─── Supplied material

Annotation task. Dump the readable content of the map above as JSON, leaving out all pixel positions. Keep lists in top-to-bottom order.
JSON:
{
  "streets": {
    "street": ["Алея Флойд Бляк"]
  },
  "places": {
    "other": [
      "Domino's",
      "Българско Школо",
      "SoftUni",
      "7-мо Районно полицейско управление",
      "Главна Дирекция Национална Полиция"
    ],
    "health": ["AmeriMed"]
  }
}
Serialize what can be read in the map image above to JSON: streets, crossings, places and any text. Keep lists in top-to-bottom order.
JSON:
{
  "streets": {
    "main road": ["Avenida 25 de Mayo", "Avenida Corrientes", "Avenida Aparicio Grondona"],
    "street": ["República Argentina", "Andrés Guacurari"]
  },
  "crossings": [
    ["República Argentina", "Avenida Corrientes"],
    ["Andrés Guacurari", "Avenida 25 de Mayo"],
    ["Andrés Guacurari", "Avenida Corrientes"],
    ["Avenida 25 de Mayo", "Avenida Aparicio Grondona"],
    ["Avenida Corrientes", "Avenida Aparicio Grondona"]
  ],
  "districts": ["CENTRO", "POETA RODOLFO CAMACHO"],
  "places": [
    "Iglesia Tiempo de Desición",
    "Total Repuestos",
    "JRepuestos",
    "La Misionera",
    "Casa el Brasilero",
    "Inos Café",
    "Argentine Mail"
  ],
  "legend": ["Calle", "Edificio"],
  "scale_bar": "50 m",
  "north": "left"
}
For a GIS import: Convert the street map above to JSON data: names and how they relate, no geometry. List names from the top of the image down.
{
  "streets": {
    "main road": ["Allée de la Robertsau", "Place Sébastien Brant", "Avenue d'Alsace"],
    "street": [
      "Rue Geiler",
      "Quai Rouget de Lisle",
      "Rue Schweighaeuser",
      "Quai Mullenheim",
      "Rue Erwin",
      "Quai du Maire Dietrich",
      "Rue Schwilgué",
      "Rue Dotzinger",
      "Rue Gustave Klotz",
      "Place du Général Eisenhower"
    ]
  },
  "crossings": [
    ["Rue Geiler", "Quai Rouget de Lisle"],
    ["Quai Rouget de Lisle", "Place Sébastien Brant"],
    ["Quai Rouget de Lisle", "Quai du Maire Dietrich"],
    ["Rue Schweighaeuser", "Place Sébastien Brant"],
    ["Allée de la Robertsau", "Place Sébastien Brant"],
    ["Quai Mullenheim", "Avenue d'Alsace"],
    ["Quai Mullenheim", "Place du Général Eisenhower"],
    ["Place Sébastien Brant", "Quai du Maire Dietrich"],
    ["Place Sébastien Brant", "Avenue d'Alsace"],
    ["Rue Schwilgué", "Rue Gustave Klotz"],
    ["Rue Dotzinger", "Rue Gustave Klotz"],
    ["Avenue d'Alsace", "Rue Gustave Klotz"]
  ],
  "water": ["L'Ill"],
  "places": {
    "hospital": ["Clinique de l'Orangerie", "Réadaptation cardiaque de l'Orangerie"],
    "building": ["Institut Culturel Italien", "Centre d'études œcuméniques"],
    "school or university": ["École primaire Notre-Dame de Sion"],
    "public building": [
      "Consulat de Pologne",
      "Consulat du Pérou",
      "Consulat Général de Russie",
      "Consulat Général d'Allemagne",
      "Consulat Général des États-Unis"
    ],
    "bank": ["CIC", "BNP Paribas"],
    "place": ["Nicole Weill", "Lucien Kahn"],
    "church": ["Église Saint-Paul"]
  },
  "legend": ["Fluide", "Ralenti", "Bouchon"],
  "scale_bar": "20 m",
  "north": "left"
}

──────

» **What is required**: What you should do is return the records above exactly, leaving nothing out.

» **Result**:
Annotation task. Dump the readable content of the map above as JSON, leaving out all pixel positions. Keep lists in top-to-bottom order.
JSON:
{
  "streets": {
    "street": ["Алея Флойд Бляк"]
  },
  "places": {
    "other": [
      "Domino's",
      "Българско Школо",
      "SoftUni",
      "7-мо Районно полицейско управление",
      "Главна Дирекция Национална Полиция"
    ],
    "health": ["AmeriMed"]
  }
}
Serialize what can be read in the map image above to JSON: streets, crossings, places and any text. Keep lists in top-to-bottom order.
JSON:
{
  "streets": {
    "main road": ["Avenida 25 de Mayo", "Avenida Corrientes", "Avenida Aparicio Grondona"],
    "street": ["República Argentina", "Andrés Guacurari"]
  },
  "crossings": [
    ["República Argentina", "Avenida Corrientes"],
    ["Andrés Guacurari", "Avenida 25 de Mayo"],
    ["Andrés Guacurari", "Avenida Corrientes"],
    ["Avenida 25 de Mayo", "Avenida Aparicio Grondona"],
    ["Avenida Corrientes", "Avenida Aparicio Grondona"]
  ],
  "districts": ["CENTRO", "POETA RODOLFO CAMACHO"],
  "places": [
    "Iglesia Tiempo de Desición",
    "Total Repuestos",
    "JRepuestos",
    "La Misionera",
    "Casa el Brasilero",
    "Inos Café",
    "Argentine Mail"
  ],
  "legend": ["Calle", "Edificio"],
  "scale_bar": "50 m",
  "north": "left"
}
For a GIS import: Convert the street map above to JSON data: names and how they relate, no geometry. List names from the top of the image down.
{
  "streets": {
    "main road": ["Allée de la Robertsau", "Place Sébastien Brant", "Avenue d'Alsace"],
    "street": [
      "Rue Geiler",
      "Quai Rouget de Lisle",
      "Rue Schweighaeuser",
      "Quai Mullenheim",
      "Rue Erwin",
      "Quai du Maire Dietrich",
      "Rue Schwilgué",
      "Rue Dotzinger",
      "Rue Gustave Klotz",
      "Place du Général Eisenhower"
    ]
  },
  "crossings": [
    ["Rue Geiler", "Quai Rouget de Lisle"],
    ["Quai Rouget de Lisle", "Place Sébastien Brant"],
    ["Quai Rouget de Lisle", "Quai du Maire Dietrich"],
    ["Rue Schweighaeuser", "Place Sébastien Brant"],
    ["Allée de la Robertsau", "Place Sébastien Brant"],
    ["Quai Mullenheim", "Avenue d'Alsace"],
    ["Quai Mullenheim", "Place du Général Eisenhower"],
    ["Place Sébastien Brant", "Quai du Maire Dietrich"],
    ["Place Sébastien Brant", "Avenue d'Alsace"],
    ["Rue Schwilgué", "Rue Gustave Klotz"],
    ["Rue Dotzinger", "Rue Gustave Klotz"],
    ["Avenue d'Alsace", "Rue Gustave Klotz"]
  ],
  "water": ["L'Ill"],
  "places": {
    "hospital": ["Clinique de l'Orangerie", "Réadaptation cardiaque de l'Orangerie"],
    "building": ["Institut Culturel Italien", "Centre d'études œcuméniques"],
    "school or university": ["École primaire Notre-Dame de Sion"],
    "public building": [
      "Consulat de Pologne",
      "Consulat du Pérou",
      "Consulat Général de Russie",
      "Consulat Général d'Allemagne",
      "Consulat Général des États-Unis"
    ],
    "bank": ["CIC", "BNP Paribas"],
    "place": ["Nicole Weill", "Lucien Kahn"],
    "church": ["Église Saint-Paul"]
  },
  "legend": ["Fluide", "Ralenti", "Bouchon"],
  "scale_bar": "20 m",
  "north": "left"
}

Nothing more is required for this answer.